Skeletal muscle fatty acid oxidation capacity independently associates with cardiorespiratory fitness in patients with heart failure with preserved ejection fraction
A Martinez-Dominguez, M Gutierrez-Garcia, S Oscoz-Ochandorena, M Izquierdo, R Ramirez-VelezAbstract
Background
Skeletal muscle mitochondrial dysfunction and impaired metabolic flexibility have been implicated in exercise intolerance. Whether skeletal muscle fatty acid oxidation (FAO) capacity, an index of mitochondrial oxidative capacity under lipid-supported conditions, independently associates with cardiorespiratory fitness (CRF) in heart failure with preserved ejection fraction (HFpEF) is unclear.
Objectives
This study aimed at determining the association between skeletal muscle FAO capacity and CRF in HFpEF and to compare the relative contributions of FAO, age, and sex.
Methods
This secondary analysis used a subsample of baseline data from 40 adults with HFpEF (66.6±9.6 years). Mitochondrial respiration was determined by high-resolution respirometry in permeabilized fiber bundles from biopsies of the vastus lateralis. FAO capacity was defined as ADP-stimulated respiration with malate (2 mM), octanoyl-carnitine (0.5 mM), and ADP (2.5 mM). Participants underwent a symptom-limited, maximal incremental cardiopulmonary exercise test on a cycle ergometer with breath-by-breath gas exchange analysis to determine cardiorespiratory fitness, quantified as peak oxygen uptake (VO₂peak). Body composition was assessed by dual-energy X-ray absorptiometry. Associations were evaluated using simple and multiple linear regression with age and sex as covariates; unstandardized (B) and standardized (β) coefficients and adjusted R² were reported.
Results
FAO capacity was positively associated with VO₂peak in unadjusted analysis (B=0.460; β=0.566; P<0.001; R²=0.320). In the multivariable model, FAO remained an independent predictor of VO₂peak (B=0.374; β=0.461; P<0.001; adjusted R²=0.59), corresponding to a 0.37 mL·kg⁻¹·min⁻¹ higher VO₂peak per 1 pmol O₂·s⁻¹·mg⁻¹ higher FAO capacity.

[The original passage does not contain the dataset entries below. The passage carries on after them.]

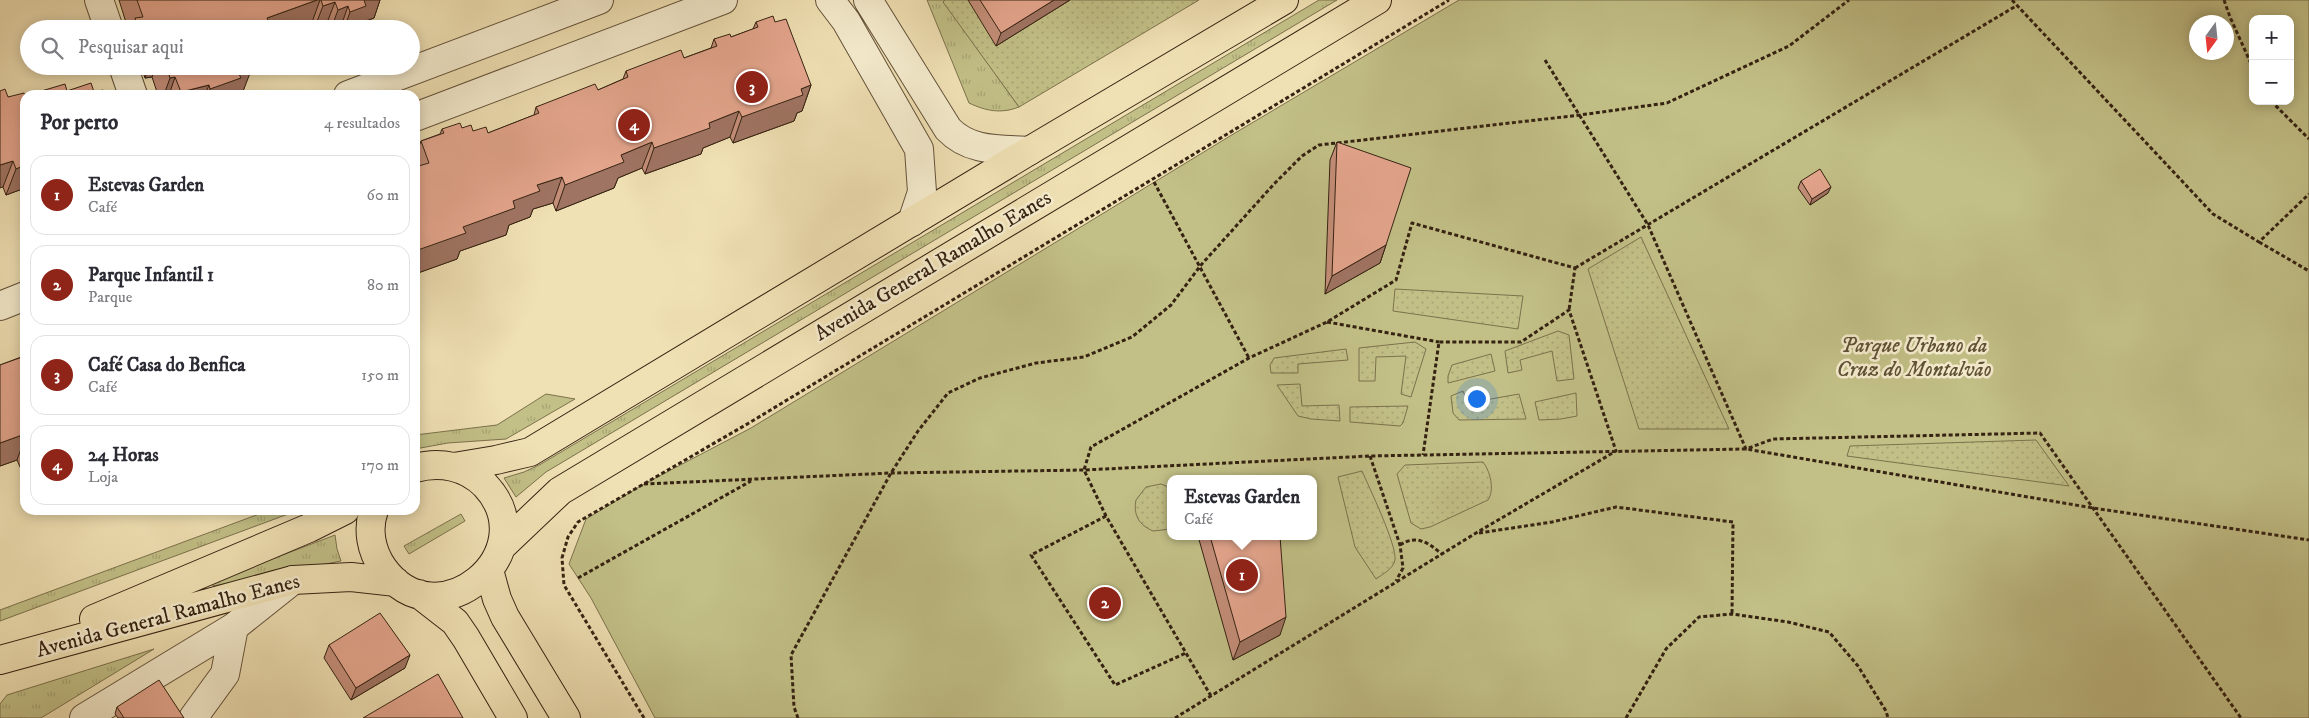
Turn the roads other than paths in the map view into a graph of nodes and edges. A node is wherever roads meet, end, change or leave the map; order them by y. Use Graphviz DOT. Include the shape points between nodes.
graph roads {
  1 [pos="98,0"];
  2 [pos="599,0"];
  3 [pos="723,0"];
  4 [pos="830,0"];
  5 [pos="868,0"];
  6 [pos="1284,0"];
  7 [pos="1377,0"];
  8 [pos="106,20"];
  9 [pos="420,68"];
  10 [pos="126,75"];
  11 [pos="401,75"];
  12 [pos="132,90"];
  13 [pos="361,90"];
  14 [pos="420,115"];
  15 [pos="1029,150"];
  16 [pos="912,222"];
  17 [pos="20,298"];
  18 [pos="0,306"];
  19 [pos="420,467"];
  20 [pos="454,467"];
  21 [pos="335,515"];
  22 [pos="373,515"];
  23 [pos="495,559"];
  24 [pos="293,580"];
  25 [pos="408,588"];
  26 [pos="234,627"];
  27 [pos="0,659"];
  28 [pos="84,718"];
  29 [pos="193,718"];
  30 [pos="513,718"];
  31 [pos="566,718"];
  1 -- 8 [label="street"];
  2 -- 9 [label="street"];
  3 -- 14 [label="street"];
  4 -- 16 [label="street" via="846,21 919,149 922,192"];
  5 -- 15 [label="street" via="956,138 986,149"];
  6 -- 15 [label="main road"];
  7 -- 23 [label="main road, Avenida General Ramalho Eanes" via="560,491"];
  10 -- 12 [label="street"];
  11 -- 13 [label="street"];
  15 -- 16 [label="main road"];
  16 -- 20 [label="main road" via="530,452"];
  17 -- 18 [label="street"];
  19 -- 20 [label="main road"];
  20 -- 23 [label="main road" via="477,478 494,498 502,522"];
  21 -- 27 [label="main road, Avenida General Ramalho Eanes"];
  22 -- 25 [label="main road" via="374,551 387,573"];
  23 -- 25 [label="main road, Avenida General Ramalho Eanes" via="480,580 458,592 445,596"];
  23 -- 31 [label="main road" via="497,599"];
  24 -- 25 [label="main road, Avenida General Ramalho Eanes" via="351,576"];
  24 -- 26 [label="street"];
  24 -- 27 [label="main road, Avenida General Ramalho Eanes"];
  25 -- 30 [label="main road" via="455,622"];
  26 -- 28 [label="street"];
  26 -- 29 [label="street" via="225,674"];
}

Male sex was independently associated with higher VO₂peak (B=7.804; β=0.543; P<0.001), whereas age showed a non-significant inverse trend (B=−0.136; β=−0.179; P=0.121).
Conclusions
Skeletal muscle FAO capacity is independently associated with CRF in HFpEF beyond age and sex, supporting skeletal muscle mitochondrial oxidative metabolism as a clinically relevant determinant of functional capacity and a potential therapeutic target. ClinicalTrials.gov: NCT07251361.